As I learned from Jonathan Schell's recent masterwork "The Unconquerable World," one of those who stood and took a God-invoking oath against obedience to such laws was Mohandas K. Gandhi. He recognized this joint commitment to a radically individual act -- "a new principle," he later said of that day, "had come into being" -- as the generating spark of Satyagraha, the "truth force." Gandhi said, "The foundation of the first civil resistance under the then-known name of passive resistance was laid by accident . . . I had gone to the meeting with no preconceived resolution. It was born at the meeting. The creation is still expanding." What began on that Sept. 11 would generate the great counter-story of nonviolence running through the most violent century in history.

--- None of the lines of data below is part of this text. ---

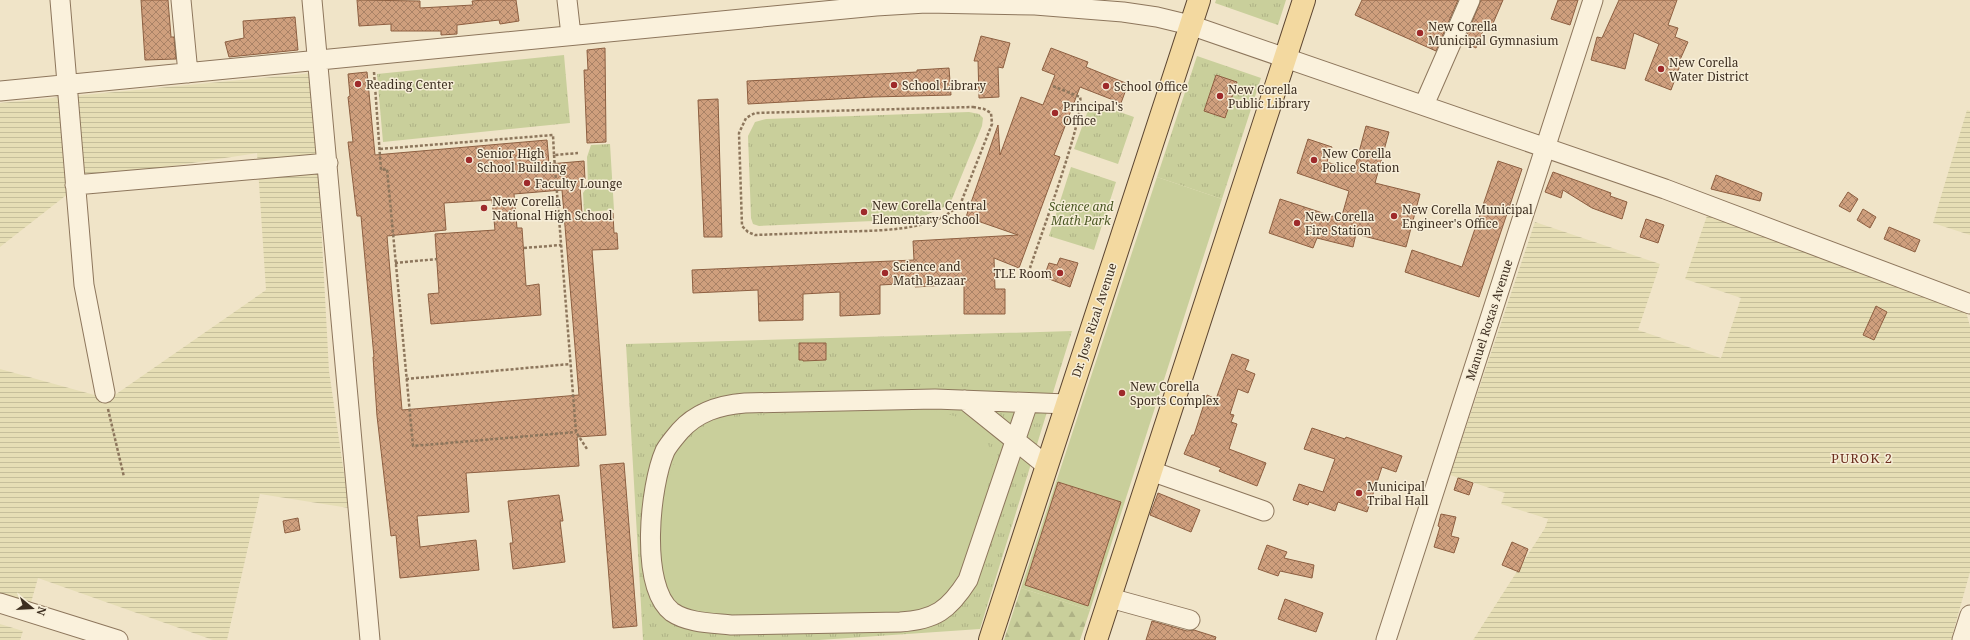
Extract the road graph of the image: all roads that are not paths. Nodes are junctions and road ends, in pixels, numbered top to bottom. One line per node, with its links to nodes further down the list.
1 (60, 0): 14 (street)
2 (181, 0): 13 (street)
3 (312, 0): 12 (street)
4 (568, 0): 10 (street)
5 (1199, 0): 9 (main road, Dr. Jose Rizal Avenue)
6 (1304, 0): 11 (main road)
7 (1470, 0): 16 (street)
8 (1593, 0): 17 (street, Manuel Roxas Avenue)
9 (1190, 25): 10 (street); 11 (street); 24 (main road, Dr. Jose Rizal Avenue)
10 (571, 35): 12 (street)
11 (1286, 57): 16 (street); 27 (main road)
12 (317, 60): 13 (street); 18 (street)
13 (188, 73): 14 (street)
14 (67, 84): 15 (street); 19 (street)
15 (0, 91)
16 (1424, 105): 17 (street)
17 (1545, 147): 20 (street); 37 (street, Manuel Roxas Avenue)
18 (328, 163): 19 (street); 34 (street)
19 (75, 185): 21 (street)
20 (1970, 304)
21 (105, 393)
22 (965, 400): 23 (street); 25 (street); 25 (street)
23 (1028, 403): 24 (street); 25 (street)
24 (1067, 404): 26 (main road, Dr. Jose Rizal Avenue)
25 (1016, 441): 26 (street)
26 (1047, 466): 35 (main road, Dr. Jose Rizal Avenue)
27 (1151, 471): 28 (street); 29 (main road)
28 (1264, 511)
29 (1110, 598): 32 (street); 36 (main road)
30 (0, 603): 33 (street)
31 (1970, 615): 38 (street)
32 (1190, 620)
33 (116, 640)
34 (370, 640)
35 (990, 640)
36 (1096, 640)
37 (1386, 640)
38 (1962, 640)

At the dawn of the new century, what story do we tell? Does Sept. 11 represent only the experience of American grief, victimhood, justification for revenge? Does Sept. 11 live on only as the engine driving America's shocking new belligerence? Or, in recalling the nobility of those selfless New Yorkers and Pentagon workers who reentered the wounded buildings, who remained behind to usher others out, or who simply maintained calm as worlds collapsed around them -- can we carry this date forward as an image of the possibility of public love?
It may help to see Sept. 11, 2001, in the context of those other days in other years. How, when the ground was first broken for the Pentagon, its builders assumed one day it would be a hospital. How the leader of America's greatest war sought in its aftermath to end war forever. How knowing that Washington, too, can sponsor terrorism must lead to humility. How the age-old dream of nonviolence became actual.
Ordinarily, we think of such incidents in isolation, but there can be an archeology of the calendar that uncovers harmonies in the layers of time.
Sept. 11 is an anniversary of the future, a day enshrining the worst of human impulses -- and the best. A day, therefore, that puts the choice before us. How are we going to live now? We are on the earth for the briefest of interludes. Thinking in particular of all those who died in New York, Washington, and Pennsylvania, let us honor them by building the earth, instead of destroying it. Let us make peace, instead of war.